### [Work required]
Copy all entries verbatim and keep any pictures out of the copy.
==== Supplied data ====
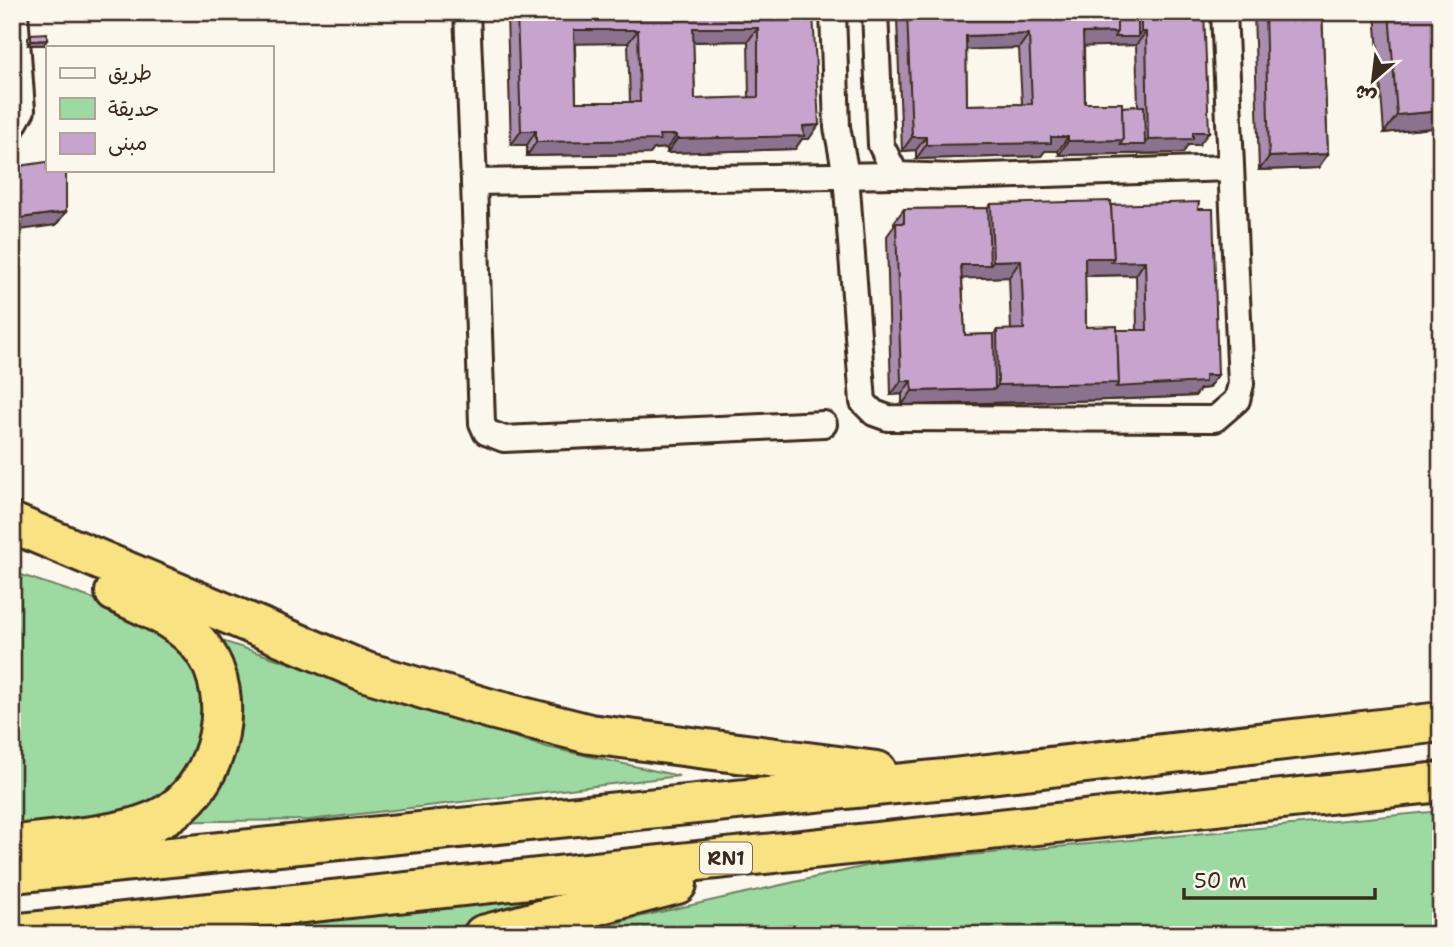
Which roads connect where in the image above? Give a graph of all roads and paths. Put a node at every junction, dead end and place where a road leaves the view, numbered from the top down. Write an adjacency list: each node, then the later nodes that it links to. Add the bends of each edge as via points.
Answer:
1 (15, 12): 6 (street, via 22,110)
2 (467, 12): 10 (street)
3 (833, 12): 8 (street, via 837,127)
4 (875, 12): 9 (street, via 881,145)
5 (1224, 12): 7 (street)
6 (12, 128)
7 (1231, 168): 8 (street, via 1241,384 1237,400 1215,419 888,418 874,413 863,402); 9 (street)
8 (846, 175): 9 (street); 10 (street)
9 (896, 175)
10 (474, 182): 11 (street, via 482,423 486,432 504,439)
11 (824, 424)
12 (12, 523): 15 (highway, via 366,672 491,709 590,734)
13 (12, 551): 18 (highway, via 94,583 179,625 204,650 218,681 221,702 221,725 209,763 196,789 172,812 142,825)
14 (1441, 722): 15 (highway)
15 (945, 779): 19 (highway)
16 (1441, 782): 17 (highway, RN1)
17 (942, 835): 20 (highway, RN1); 21 (highway, via 653,888)
18 (12, 846)
19 (12, 873)
20 (12, 934)
21 (483, 935)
====
### [Answer section]
Which roads connect where in the image above? Give a graph of all roads and paths. Put a node at every junction, dead end and place where a road leaves the view, numbered from the top down. Write an adjacency list: each node, then the later nodes that it links to. Add the bends of each edge as via points.
Answer:
1 (15, 12): 6 (street, via 22,110)
2 (467, 12): 10 (street)
3 (833, 12): 8 (street, via 837,127)
4 (875, 12): 9 (street, via 881,145)
5 (1224, 12): 7 (street)
6 (12, 128)
7 (1231, 168): 8 (street, via 1241,384 1237,400 1215,419 888,418 874,413 863,402); 9 (street)
8 (846, 175): 9 (street); 10 (street)
9 (896, 175)
10 (474, 182): 11 (street, via 482,423 486,432 504,439)
11 (824, 424)
12 (12, 523): 15 (highway, via 366,672 491,709 590,734)
13 (12, 551): 18 (highway, via 94,583 179,625 204,650 218,681 221,702 221,725 209,763 196,789 172,812 142,825)
14 (1441, 722): 15 (highway)
15 (945, 779): 19 (highway)
16 (1441, 782): 17 (highway, RN1)
17 (942, 835): 20 (highway, RN1); 21 (highway, via 653,888)
18 (12, 846)
19 (12, 873)
20 (12, 934)
21 (483, 935)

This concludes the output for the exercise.